— Input for this task —
◇ ◇ ◇ ◇ ◇ ◇ ◇

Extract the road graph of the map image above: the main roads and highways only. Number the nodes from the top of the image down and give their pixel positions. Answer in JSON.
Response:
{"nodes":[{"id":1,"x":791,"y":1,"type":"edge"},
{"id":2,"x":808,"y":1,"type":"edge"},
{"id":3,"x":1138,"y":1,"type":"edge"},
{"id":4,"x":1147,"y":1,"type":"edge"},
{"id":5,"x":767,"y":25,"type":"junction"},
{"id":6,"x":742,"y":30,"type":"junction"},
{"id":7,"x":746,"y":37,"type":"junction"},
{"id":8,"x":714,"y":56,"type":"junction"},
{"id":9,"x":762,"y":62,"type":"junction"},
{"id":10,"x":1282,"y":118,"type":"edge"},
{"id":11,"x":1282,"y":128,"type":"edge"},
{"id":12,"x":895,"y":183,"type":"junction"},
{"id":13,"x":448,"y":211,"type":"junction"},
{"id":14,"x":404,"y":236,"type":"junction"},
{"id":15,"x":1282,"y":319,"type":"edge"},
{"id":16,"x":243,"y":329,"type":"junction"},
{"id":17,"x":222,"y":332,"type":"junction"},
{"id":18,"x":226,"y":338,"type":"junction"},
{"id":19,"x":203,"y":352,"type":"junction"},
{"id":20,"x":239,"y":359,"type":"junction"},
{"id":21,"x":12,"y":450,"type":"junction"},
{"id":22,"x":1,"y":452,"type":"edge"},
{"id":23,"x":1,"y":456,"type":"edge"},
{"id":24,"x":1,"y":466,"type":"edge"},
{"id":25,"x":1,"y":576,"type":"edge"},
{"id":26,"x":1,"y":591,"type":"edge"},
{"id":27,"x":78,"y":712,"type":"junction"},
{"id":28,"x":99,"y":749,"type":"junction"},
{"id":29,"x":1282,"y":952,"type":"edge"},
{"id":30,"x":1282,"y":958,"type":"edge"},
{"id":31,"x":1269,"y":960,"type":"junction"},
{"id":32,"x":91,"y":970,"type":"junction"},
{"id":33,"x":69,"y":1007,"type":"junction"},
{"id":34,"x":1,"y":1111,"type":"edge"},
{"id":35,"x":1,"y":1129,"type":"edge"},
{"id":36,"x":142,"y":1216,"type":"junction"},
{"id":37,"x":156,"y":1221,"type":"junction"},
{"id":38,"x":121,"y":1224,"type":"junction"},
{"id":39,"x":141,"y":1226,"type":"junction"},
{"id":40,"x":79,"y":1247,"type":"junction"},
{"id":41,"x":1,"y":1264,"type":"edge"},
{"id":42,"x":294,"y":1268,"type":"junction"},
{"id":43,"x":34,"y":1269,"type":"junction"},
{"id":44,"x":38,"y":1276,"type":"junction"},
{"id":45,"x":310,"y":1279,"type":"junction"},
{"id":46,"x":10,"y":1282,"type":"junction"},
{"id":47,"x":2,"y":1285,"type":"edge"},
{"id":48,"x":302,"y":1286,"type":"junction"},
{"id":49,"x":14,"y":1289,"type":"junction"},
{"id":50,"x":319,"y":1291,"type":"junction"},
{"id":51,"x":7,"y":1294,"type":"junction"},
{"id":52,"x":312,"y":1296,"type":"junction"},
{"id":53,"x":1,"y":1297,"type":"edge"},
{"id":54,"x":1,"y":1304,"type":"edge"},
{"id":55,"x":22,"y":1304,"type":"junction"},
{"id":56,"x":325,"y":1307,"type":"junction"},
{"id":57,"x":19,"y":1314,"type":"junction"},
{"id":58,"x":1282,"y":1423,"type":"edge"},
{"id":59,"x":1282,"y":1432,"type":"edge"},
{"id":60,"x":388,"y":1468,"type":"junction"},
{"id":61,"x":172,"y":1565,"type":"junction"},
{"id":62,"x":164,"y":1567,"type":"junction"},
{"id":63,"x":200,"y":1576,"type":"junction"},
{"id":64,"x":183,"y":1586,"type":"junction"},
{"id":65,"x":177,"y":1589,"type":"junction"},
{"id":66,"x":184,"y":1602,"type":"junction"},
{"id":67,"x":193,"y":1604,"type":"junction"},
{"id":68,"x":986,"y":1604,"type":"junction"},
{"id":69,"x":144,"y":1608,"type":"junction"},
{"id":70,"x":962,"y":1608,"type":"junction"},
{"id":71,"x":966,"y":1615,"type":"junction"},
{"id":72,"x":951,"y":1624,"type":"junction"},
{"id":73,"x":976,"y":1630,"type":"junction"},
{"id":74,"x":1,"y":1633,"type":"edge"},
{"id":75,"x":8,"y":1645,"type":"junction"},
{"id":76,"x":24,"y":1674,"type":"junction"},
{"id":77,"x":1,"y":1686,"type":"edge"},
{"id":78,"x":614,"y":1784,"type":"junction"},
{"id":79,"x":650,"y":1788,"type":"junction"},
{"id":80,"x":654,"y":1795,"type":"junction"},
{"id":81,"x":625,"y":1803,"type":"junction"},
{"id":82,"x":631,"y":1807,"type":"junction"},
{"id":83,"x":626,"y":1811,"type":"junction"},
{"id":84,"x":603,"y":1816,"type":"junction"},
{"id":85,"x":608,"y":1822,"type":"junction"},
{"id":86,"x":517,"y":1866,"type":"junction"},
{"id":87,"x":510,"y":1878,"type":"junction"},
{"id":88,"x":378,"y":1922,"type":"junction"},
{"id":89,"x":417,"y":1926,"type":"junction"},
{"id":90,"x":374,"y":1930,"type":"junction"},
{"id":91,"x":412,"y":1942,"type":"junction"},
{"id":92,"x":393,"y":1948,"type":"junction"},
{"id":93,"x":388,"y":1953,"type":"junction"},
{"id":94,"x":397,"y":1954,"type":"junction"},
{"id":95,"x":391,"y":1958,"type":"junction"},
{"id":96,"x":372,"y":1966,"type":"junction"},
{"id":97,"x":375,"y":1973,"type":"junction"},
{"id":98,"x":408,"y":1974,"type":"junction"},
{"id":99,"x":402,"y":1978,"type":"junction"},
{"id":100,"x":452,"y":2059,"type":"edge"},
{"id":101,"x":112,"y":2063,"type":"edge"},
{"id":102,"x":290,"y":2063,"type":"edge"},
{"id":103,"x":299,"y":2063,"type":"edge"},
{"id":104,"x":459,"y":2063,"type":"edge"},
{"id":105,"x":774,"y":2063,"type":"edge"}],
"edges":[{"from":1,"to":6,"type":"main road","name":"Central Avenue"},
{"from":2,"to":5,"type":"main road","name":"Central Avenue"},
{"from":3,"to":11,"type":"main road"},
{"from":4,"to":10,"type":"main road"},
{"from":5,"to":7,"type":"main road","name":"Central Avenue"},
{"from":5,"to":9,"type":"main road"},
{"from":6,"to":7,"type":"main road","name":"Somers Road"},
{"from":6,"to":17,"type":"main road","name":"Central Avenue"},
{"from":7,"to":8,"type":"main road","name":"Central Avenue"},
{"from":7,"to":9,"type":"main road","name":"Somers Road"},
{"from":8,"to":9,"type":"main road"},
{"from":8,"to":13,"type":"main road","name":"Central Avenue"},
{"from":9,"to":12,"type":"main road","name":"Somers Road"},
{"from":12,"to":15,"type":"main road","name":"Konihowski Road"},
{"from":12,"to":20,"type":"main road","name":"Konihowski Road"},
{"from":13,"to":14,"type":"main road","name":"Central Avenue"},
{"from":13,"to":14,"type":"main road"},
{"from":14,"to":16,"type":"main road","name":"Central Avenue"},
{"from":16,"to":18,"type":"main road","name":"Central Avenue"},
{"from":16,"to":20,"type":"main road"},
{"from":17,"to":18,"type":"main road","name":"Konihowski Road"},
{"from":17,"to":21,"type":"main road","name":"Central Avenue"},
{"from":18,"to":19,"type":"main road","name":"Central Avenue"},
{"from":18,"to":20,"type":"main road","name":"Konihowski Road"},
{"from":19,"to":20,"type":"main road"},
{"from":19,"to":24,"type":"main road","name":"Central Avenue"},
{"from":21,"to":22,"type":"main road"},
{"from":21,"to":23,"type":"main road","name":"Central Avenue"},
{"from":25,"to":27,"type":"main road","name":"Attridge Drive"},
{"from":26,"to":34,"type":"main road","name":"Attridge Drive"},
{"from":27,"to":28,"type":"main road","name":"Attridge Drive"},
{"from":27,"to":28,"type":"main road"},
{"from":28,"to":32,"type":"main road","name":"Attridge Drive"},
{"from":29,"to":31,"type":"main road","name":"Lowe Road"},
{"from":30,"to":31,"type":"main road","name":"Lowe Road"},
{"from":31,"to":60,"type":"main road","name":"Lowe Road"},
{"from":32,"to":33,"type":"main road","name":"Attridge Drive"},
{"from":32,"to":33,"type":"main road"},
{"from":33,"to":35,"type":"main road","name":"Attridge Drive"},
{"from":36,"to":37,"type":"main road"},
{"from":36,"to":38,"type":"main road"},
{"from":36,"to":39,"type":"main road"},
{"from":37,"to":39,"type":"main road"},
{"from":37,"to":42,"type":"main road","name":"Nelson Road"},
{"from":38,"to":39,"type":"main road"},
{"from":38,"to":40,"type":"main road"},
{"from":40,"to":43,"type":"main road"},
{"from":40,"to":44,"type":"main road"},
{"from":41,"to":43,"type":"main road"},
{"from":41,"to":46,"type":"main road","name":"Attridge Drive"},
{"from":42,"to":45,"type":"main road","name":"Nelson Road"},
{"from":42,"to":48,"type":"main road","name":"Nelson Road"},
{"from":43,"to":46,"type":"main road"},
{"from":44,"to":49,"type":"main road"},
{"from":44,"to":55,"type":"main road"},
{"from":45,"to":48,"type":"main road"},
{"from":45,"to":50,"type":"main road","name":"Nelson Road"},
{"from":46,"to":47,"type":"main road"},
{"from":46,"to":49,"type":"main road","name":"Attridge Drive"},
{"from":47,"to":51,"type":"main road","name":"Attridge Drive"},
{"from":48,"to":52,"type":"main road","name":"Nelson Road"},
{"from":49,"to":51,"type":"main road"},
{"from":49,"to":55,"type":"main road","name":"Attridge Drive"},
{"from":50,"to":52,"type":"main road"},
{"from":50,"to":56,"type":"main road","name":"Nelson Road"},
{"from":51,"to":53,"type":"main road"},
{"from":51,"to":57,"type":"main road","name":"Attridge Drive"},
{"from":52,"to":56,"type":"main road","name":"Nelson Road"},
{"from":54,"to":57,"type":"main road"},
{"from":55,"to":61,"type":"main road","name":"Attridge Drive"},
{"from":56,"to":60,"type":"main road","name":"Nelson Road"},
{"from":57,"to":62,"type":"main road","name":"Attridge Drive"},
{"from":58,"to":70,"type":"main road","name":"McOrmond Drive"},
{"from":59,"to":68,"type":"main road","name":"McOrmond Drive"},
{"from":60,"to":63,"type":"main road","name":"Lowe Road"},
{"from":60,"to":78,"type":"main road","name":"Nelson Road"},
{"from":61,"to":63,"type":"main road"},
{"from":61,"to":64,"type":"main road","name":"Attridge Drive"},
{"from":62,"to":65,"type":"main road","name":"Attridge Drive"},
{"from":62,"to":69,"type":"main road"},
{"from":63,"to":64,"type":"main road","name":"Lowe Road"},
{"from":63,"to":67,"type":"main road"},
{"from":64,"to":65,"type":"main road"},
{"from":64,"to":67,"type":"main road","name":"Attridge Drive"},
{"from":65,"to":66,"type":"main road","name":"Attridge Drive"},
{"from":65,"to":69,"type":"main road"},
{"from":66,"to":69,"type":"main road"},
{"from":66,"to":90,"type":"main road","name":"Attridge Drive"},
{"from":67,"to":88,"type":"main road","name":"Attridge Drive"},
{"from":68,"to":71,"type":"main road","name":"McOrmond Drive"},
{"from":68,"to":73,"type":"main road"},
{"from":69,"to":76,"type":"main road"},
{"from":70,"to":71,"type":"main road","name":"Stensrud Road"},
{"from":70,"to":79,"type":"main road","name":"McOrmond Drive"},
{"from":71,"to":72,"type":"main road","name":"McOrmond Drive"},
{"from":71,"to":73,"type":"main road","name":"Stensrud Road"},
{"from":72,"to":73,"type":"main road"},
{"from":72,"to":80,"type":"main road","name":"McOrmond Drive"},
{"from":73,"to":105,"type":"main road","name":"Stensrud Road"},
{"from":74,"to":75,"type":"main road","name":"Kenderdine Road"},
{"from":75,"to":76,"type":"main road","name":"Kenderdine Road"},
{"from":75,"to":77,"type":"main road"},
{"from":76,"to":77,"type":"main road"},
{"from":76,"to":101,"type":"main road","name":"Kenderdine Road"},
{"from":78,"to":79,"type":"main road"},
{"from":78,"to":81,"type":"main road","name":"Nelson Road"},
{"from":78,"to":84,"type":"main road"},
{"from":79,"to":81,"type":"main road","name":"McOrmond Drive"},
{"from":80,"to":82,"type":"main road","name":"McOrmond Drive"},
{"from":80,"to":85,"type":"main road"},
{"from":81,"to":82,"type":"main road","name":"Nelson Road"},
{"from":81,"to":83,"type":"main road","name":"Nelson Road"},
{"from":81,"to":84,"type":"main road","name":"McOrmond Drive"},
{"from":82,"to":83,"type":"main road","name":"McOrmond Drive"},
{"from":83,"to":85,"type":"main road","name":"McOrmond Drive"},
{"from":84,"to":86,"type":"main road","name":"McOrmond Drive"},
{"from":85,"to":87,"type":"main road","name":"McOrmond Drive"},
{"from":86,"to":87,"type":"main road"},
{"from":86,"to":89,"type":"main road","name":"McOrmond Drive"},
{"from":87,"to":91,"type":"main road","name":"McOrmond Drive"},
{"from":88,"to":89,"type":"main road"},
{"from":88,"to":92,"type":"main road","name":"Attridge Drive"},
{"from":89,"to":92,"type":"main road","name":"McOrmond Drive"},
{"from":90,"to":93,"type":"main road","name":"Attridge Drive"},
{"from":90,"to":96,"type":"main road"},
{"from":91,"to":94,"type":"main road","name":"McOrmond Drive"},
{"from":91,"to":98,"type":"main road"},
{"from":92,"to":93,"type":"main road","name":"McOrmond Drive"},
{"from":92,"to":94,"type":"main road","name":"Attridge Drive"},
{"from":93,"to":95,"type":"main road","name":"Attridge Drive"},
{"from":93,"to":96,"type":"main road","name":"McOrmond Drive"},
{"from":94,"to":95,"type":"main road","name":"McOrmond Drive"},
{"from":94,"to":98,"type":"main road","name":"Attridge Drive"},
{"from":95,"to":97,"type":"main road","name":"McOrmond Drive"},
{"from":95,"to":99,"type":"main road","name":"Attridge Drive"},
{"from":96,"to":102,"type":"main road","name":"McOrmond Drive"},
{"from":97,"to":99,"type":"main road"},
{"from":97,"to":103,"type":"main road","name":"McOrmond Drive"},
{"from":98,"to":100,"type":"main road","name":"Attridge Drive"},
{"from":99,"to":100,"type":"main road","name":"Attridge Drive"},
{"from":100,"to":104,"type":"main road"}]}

◇ ◇ ◇ ◇ ◇ ◇ ◇

Could you tally the lines of the listing above that contain the word "Kenderdine"? Give the number by itself.

3